**Exercise**
The expected output is the full set of entries, retyped verbatim, pictures excluded.

(Collected data entries)
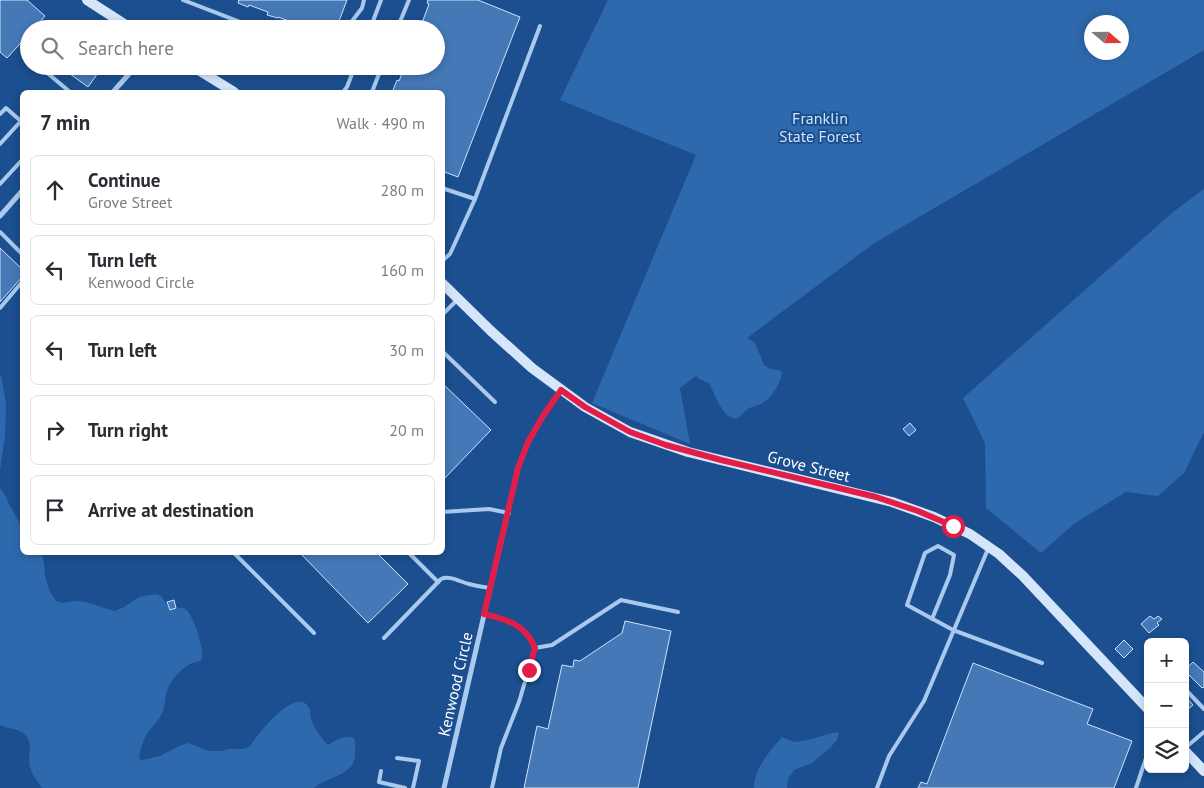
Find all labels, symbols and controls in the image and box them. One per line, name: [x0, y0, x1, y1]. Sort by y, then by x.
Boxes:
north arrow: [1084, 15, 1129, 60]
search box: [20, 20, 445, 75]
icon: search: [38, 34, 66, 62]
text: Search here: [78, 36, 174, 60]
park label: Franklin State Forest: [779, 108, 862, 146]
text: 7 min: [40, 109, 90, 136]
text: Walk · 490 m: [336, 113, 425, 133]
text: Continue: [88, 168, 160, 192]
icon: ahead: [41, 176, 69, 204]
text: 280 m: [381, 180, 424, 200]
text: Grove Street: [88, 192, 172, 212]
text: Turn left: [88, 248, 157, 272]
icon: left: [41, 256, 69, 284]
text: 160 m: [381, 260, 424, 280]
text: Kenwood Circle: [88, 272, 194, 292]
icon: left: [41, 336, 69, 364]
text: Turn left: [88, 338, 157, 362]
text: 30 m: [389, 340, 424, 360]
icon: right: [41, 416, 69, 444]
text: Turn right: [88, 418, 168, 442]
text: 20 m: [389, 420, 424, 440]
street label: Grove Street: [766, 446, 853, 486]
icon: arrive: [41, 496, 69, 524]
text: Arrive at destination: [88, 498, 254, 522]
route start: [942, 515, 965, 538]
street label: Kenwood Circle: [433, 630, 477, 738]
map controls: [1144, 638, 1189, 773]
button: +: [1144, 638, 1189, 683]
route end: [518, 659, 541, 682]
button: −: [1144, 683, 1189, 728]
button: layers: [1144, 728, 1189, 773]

**Task output**
Find all labels, symbols and controls in the image and box them. One per line, name: [x0, y0, x1, y1]. Sort by y, then by x.
Boxes:
north arrow: [1084, 15, 1129, 60]
search box: [20, 20, 445, 75]
icon: search: [38, 34, 66, 62]
text: Search here: [78, 36, 174, 60]
park label: Franklin State Forest: [779, 108, 862, 146]
text: 7 min: [40, 109, 90, 136]
text: Walk · 490 m: [336, 113, 425, 133]
text: Continue: [88, 168, 160, 192]
icon: ahead: [41, 176, 69, 204]
text: 280 m: [381, 180, 424, 200]
text: Grove Street: [88, 192, 172, 212]
text: Turn left: [88, 248, 157, 272]
icon: left: [41, 256, 69, 284]
text: 160 m: [381, 260, 424, 280]
text: Kenwood Circle: [88, 272, 194, 292]
icon: left: [41, 336, 69, 364]
text: Turn left: [88, 338, 157, 362]
text: 30 m: [389, 340, 424, 360]
icon: right: [41, 416, 69, 444]
text: Turn right: [88, 418, 168, 442]
text: 20 m: [389, 420, 424, 440]
street label: Grove Street: [766, 446, 853, 486]
icon: arrive: [41, 496, 69, 524]
text: Arrive at destination: [88, 498, 254, 522]
route start: [942, 515, 965, 538]
street label: Kenwood Circle: [433, 630, 477, 738]
map controls: [1144, 638, 1189, 773]
button: +: [1144, 638, 1189, 683]
route end: [518, 659, 541, 682]
button: −: [1144, 683, 1189, 728]
button: layers: [1144, 728, 1189, 773]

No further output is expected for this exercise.